[[ RECORDS SHOWN open ]]
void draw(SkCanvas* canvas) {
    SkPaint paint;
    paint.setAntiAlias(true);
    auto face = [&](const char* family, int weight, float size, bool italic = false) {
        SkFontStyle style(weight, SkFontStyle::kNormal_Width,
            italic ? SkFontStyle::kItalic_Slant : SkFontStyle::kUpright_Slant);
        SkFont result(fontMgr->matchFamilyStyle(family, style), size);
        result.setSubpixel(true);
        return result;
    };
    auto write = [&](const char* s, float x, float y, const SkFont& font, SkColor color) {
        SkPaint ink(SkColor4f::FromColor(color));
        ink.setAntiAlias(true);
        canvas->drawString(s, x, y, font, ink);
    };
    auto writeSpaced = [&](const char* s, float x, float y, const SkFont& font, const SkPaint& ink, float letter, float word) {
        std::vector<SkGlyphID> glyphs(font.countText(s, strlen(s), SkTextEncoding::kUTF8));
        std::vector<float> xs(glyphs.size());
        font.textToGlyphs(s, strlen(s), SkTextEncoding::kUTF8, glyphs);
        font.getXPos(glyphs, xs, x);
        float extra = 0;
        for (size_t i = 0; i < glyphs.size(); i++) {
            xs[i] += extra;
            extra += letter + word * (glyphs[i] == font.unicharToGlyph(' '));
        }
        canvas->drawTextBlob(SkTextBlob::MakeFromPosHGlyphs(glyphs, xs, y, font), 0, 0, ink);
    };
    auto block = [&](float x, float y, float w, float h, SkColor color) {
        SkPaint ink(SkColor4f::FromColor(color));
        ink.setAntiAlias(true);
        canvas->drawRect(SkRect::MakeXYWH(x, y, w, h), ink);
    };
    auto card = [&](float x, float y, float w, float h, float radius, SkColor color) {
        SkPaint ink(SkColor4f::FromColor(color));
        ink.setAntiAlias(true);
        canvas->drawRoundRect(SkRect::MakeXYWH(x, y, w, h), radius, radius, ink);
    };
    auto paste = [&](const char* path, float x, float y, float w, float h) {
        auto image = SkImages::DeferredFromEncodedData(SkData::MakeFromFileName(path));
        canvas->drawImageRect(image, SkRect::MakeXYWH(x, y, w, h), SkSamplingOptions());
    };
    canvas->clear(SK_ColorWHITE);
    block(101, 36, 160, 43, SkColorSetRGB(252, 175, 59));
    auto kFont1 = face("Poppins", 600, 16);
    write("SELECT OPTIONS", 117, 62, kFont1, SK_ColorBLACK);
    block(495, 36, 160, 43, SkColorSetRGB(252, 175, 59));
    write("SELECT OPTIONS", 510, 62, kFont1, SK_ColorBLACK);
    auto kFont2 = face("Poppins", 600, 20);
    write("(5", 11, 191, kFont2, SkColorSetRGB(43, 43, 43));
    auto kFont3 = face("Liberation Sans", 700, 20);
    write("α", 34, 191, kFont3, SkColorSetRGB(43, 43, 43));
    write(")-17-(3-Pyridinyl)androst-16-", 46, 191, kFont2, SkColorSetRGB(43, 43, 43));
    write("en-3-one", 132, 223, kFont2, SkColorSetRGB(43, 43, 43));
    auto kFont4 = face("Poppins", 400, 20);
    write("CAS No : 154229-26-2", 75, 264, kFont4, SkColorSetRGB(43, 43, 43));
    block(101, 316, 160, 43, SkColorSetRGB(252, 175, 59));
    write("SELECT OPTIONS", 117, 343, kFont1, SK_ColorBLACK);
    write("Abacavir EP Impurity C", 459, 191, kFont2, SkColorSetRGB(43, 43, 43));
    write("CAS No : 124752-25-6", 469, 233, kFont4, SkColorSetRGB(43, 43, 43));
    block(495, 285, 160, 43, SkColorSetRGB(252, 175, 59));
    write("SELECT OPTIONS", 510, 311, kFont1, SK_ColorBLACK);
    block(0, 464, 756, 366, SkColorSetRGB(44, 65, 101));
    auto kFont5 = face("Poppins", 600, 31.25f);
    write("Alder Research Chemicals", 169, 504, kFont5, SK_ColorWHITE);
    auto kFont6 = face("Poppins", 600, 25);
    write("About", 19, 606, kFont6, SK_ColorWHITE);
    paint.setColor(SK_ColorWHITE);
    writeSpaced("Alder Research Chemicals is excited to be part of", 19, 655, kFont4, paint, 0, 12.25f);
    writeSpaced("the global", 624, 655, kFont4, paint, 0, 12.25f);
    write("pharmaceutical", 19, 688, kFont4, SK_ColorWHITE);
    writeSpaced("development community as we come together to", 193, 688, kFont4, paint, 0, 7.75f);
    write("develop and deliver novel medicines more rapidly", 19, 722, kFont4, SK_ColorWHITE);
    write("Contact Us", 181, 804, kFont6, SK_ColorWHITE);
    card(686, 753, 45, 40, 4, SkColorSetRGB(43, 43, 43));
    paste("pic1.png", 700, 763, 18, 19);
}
[[ RECORDS SHOWN closed ]]
[EXERCISE GOAL]:
Scan the records above for the string "word", then copy each line where it turns up.

[ANSWER SPACE]:
    auto writeSpaced = [&](const char* s, float x, float y, const SkFont& font, const SkPaint& ink, float letter, float word) {
            extra += letter + word * (glyphs[i] == font.unicharToGlyph(' '));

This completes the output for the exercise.